Too often, when it comes to the hard choices, New Zealanders just take the easy option. And too often, the small minded among us object to the transformative and visionary changes required to position this country for the 21st century.
Such small mindedness is evident in Wellington right now with the controversy over Wellington Airport’s plans to place a 3.5 metre tall “Wellywood” sign on airport-owned land above Evan’s Bay.
Yes, you heard it right. 3.5 m tall!
Well, there’s your lack of ambition right there. The airport company has the Kiwi disease: lacking in vision, they’re just not Thinking Big enough. With so many thousands of Rugby World Cup visitors descending on the city in a few months we need to create something they’ll never ever forget: a Really Seriously Fucking Big Sign!
So here’s my proposal.
What we need is a large, preferably flaming sign spelling out “WELCOME TO MORDOR” on top of the Orongorongos. Because there’s nothing more innovative than fiery letters a couple of hundred metres high on top of a mountain range – it’s something no other city has ever done.

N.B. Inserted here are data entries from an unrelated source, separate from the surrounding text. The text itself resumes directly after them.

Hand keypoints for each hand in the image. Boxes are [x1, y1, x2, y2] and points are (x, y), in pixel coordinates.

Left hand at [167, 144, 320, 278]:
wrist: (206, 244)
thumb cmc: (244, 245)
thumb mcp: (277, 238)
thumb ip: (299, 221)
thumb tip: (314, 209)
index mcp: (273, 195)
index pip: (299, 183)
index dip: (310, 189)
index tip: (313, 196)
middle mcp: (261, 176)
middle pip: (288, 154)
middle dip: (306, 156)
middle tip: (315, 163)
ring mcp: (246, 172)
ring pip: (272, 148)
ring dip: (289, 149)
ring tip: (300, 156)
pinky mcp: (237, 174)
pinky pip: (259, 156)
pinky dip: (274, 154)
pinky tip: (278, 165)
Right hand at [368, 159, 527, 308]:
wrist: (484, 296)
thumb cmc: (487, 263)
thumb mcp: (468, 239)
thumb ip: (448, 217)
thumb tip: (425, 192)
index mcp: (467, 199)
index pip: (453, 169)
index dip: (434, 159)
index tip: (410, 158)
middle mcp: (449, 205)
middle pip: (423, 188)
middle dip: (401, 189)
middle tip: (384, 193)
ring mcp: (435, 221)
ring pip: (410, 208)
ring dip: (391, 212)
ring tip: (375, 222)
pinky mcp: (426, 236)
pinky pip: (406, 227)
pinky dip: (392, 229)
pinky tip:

Below I lay out some of the advantages of my proposal over the Wellywood pygmy. In each case, you will see that my proposal is absolutely Bigger, and Better:
|Attribute||Wellywood sign||Mordor sign|
|Visibility: who can see it?||Only visible to rich house-owners in Hataitai, and visitors on the left hand side of aeroplanes landing at Wellington Airport in a southerly.||Visible to most of Wellington, and also Space, thus widening Wellington’s promotional reach to the nearer interplanetary regions.|
|Appropriateness: does the sign reflect Wellington?||The film industry: what everyone in Wellington pretends they work in when they talk to people outside Wellington.||Government, Wellington’s real industry.|
|Derivativeness: what or who did we copy in order to come up with this idea?||Inspired by a sign above an American city.||Inspired by the creations of a deceased English professor.|
|Hated by: who will attempt to destroy it?||Hipster graffitists and petty vandals.||Al Qaeda.|
|Design: how quality is this?||Boring white capitals as used in both Mosgiel and Hollywood.||Fiery Glowing Marker Felt (because Comic Sans is, for some reason, no longer cool).|
|Local: what of New Zealand’s natural resources can we demonstrate being consumed in this sign?||Letters probably made on the cheap in Shenzhen by oppressed Chinese workers.||New Zealand artisan chippies and brickies will build it, with the fiery letters themselves powered by the finest Southland lignite coal. (A secondary option could be the collected methane of millions of dairy cows.)|
|Branding: does this enhance Brand Wellington?||Positions Wellington alongside Mosgiel as the premiere New Zealand exponents of the Hollywood-style miniature hillside sign.||Branding in its most literal sense: the fiery letters will be seared into the seismically trembling flanks of the Orongorongo mountains.|
|Size: how empowered will it make Wellingtonians feel when they gaze upon it?||Monumental, but only for mice.||Truly huge, and maybe even a little bit engorged.|
I’m sure you can add some more reasons in the comments below.
And for inspiration, below is an artists impression (without the smoke) of my sign as it will appear from across the harbour at Frank Kitts Park:
After all – we want everyone to read the fiery letters.